* **THE DATA**
- Opening Delimiter -

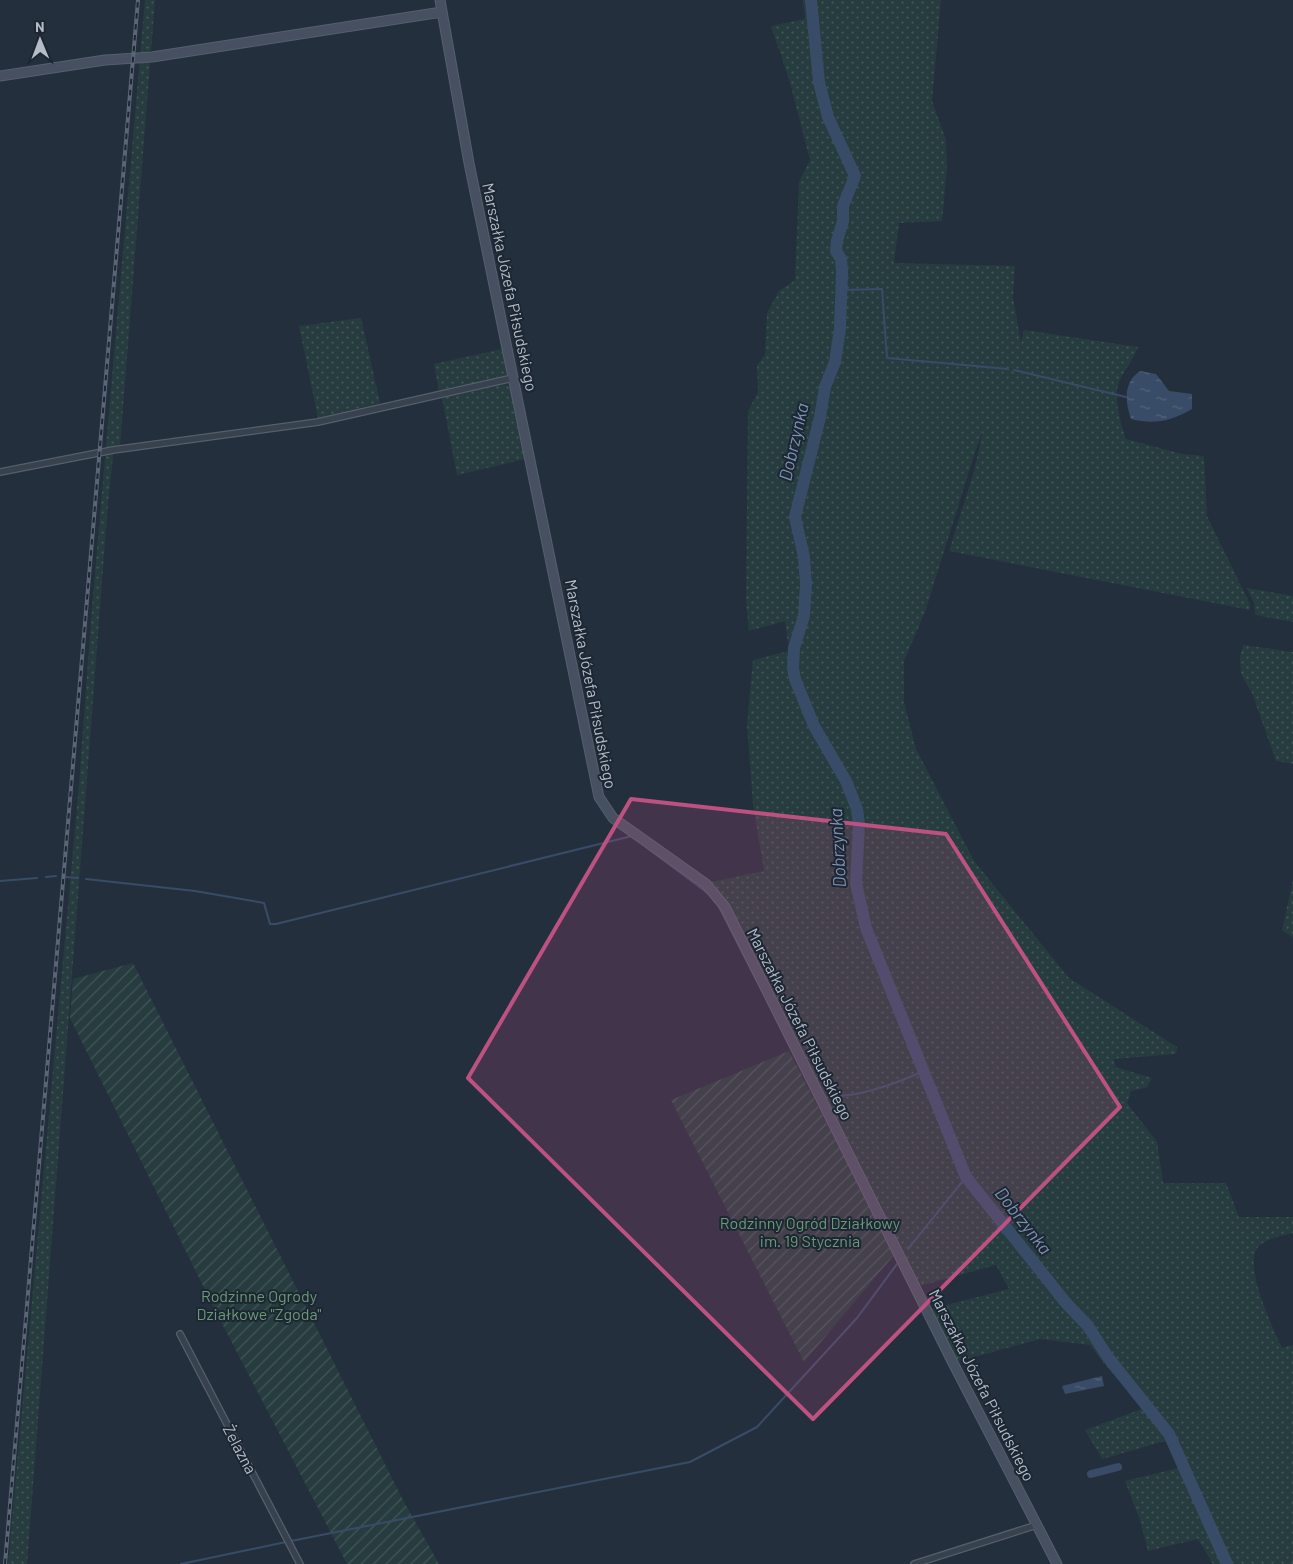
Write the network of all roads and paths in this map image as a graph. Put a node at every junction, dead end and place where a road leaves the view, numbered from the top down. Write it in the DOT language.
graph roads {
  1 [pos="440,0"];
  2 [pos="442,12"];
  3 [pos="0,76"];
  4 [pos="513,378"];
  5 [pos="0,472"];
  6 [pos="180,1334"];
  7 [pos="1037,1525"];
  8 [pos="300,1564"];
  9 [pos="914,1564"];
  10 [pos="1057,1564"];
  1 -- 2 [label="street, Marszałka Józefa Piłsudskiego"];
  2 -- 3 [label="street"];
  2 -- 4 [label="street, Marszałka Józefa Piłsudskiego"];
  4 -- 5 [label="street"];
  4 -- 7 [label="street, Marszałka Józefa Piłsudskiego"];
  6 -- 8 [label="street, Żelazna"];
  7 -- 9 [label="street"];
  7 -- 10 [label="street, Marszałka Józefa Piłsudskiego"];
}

- Closing Delimiter -

* **TASK INSTRUCTIONS**
When you return the listing, keep each line exact and leave the pictures out.

* **ANSWER FOR THE TASK**
Write the network of all roads and paths in this map image as a graph. Put a node at every junction, dead end and place where a road leaves the view, numbered from the top down. Write it in the DOT language.
graph roads {
  1 [pos="440,0"];
  2 [pos="442,12"];
  3 [pos="0,76"];
  4 [pos="513,378"];
  5 [pos="0,472"];
  6 [pos="180,1334"];
  7 [pos="1037,1525"];
  8 [pos="300,1564"];
  9 [pos="914,1564"];
  10 [pos="1057,1564"];
  1 -- 2 [label="street, Marszałka Józefa Piłsudskiego"];
  2 -- 3 [label="street"];
  2 -- 4 [label="street, Marszałka Józefa Piłsudskiego"];
  4 -- 5 [label="street"];
  4 -- 7 [label="street, Marszałka Józefa Piłsudskiego"];
  6 -- 8 [label="street, Żelazna"];
  7 -- 9 [label="street"];
  7 -- 10 [label="street, Marszałka Józefa Piłsudskiego"];
}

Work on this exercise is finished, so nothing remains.